-- Opening Marker --
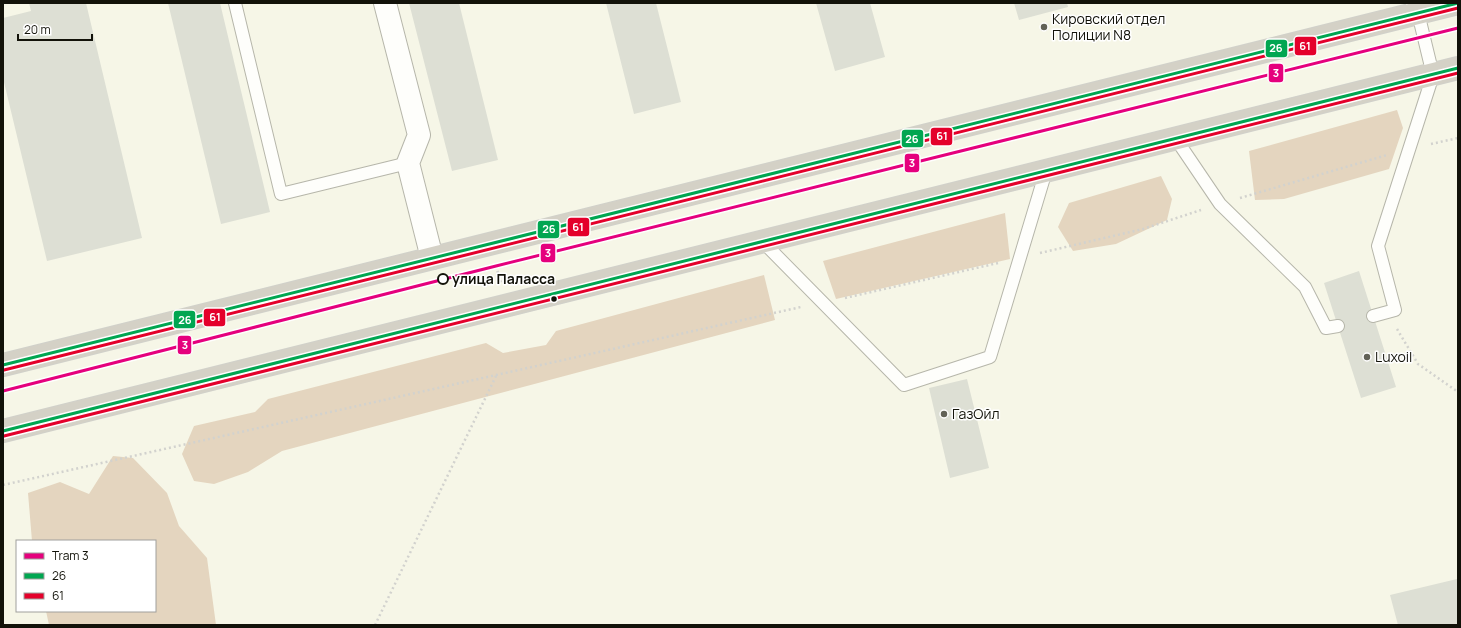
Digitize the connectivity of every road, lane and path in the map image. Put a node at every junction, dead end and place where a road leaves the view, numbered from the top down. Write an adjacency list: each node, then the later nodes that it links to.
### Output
1 (235, 3): 10 (lane)
2 (385, 3): 10 (street)
3 (1458, 3): 4 (highway)
4 (1415, 8): 6 (lane); 14 (highway)
5 (1458, 68): 6 (highway)
6 (1433, 75): 8 (highway); 9 (lane)
7 (1458, 138): 9 (path)
8 (1176, 139): 11 (highway); 12 (lane)
9 (1409, 149): 12 (path); 19 (lane)
10 (408, 163): 15 (street)
11 (1046, 171): 13 (highway); 16 (lane)
12 (1220, 204): 16 (path); 21 (lane)
13 (763, 242): 17 (lane); 18 (highway)
14 (491, 244): 15 (highway); 18 (path)
15 (432, 258): 22 (highway)
16 (1020, 258): 17 (path); 17 (lane)
17 (823, 303): 23 (path)
18 (506, 306): 25 (highway)
19 (1387, 312): 20 (lane); 24 (path)
20 (1373, 316)
21 (1338, 326)
22 (3, 365)
23 (497, 374): 26 (path); 27 (path)
24 (1458, 392)
25 (3, 431)
26 (3, 485)
27 (375, 625)

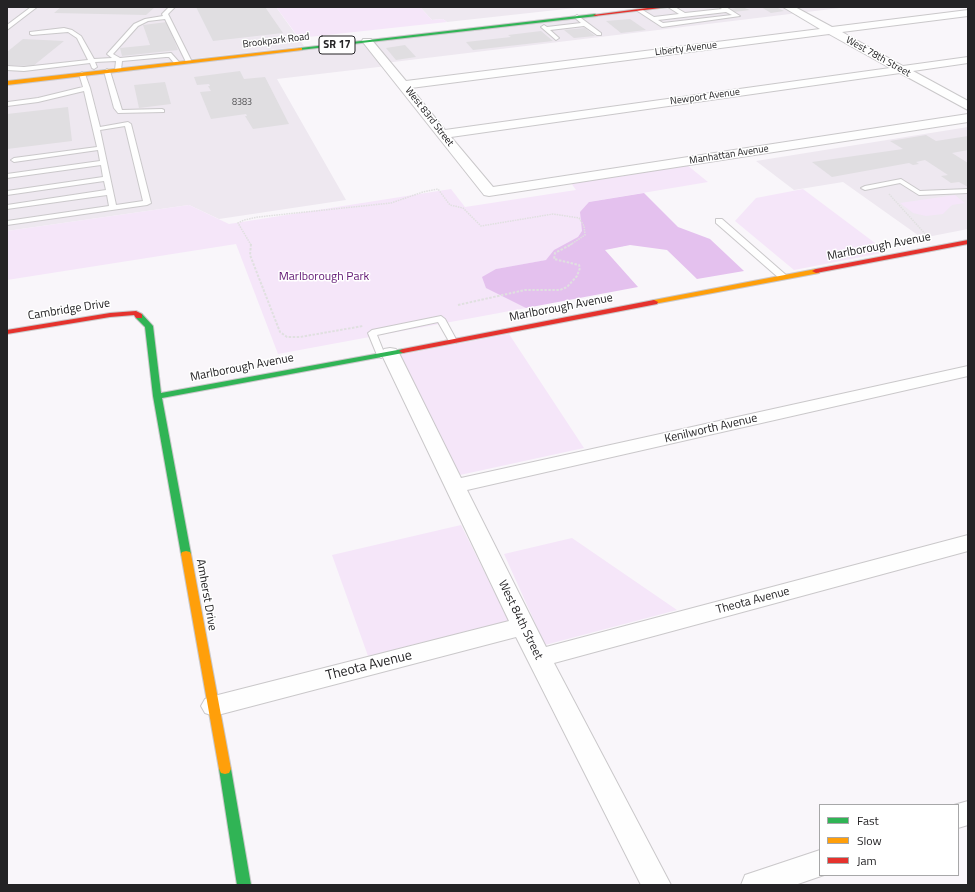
-- Closing Marker --
• _What to work on_:
Quote the preceding records in their entirety, excluding every picture.

• _Task output_:
Digitize the connectivity of every road, lane and path in the map image. Put a node at every junction, dead end and place where a road leaves the view, numbered from the top down. Write an adjacency list: each node, then the later nodes that it links to.
### Output
1 (235, 3): 10 (lane)
2 (385, 3): 10 (street)
3 (1458, 3): 4 (highway)
4 (1415, 8): 6 (lane); 14 (highway)
5 (1458, 68): 6 (highway)
6 (1433, 75): 8 (highway); 9 (lane)
7 (1458, 138): 9 (path)
8 (1176, 139): 11 (highway); 12 (lane)
9 (1409, 149): 12 (path); 19 (lane)
10 (408, 163): 15 (street)
11 (1046, 171): 13 (highway); 16 (lane)
12 (1220, 204): 16 (path); 21 (lane)
13 (763, 242): 17 (lane); 18 (highway)
14 (491, 244): 15 (highway); 18 (path)
15 (432, 258): 22 (highway)
16 (1020, 258): 17 (path); 17 (lane)
17 (823, 303): 23 (path)
18 (506, 306): 25 (highway)
19 (1387, 312): 20 (lane); 24 (path)
20 (1373, 316)
21 (1338, 326)
22 (3, 365)
23 (497, 374): 26 (path); 27 (path)
24 (1458, 392)
25 (3, 431)
26 (3, 485)
27 (375, 625)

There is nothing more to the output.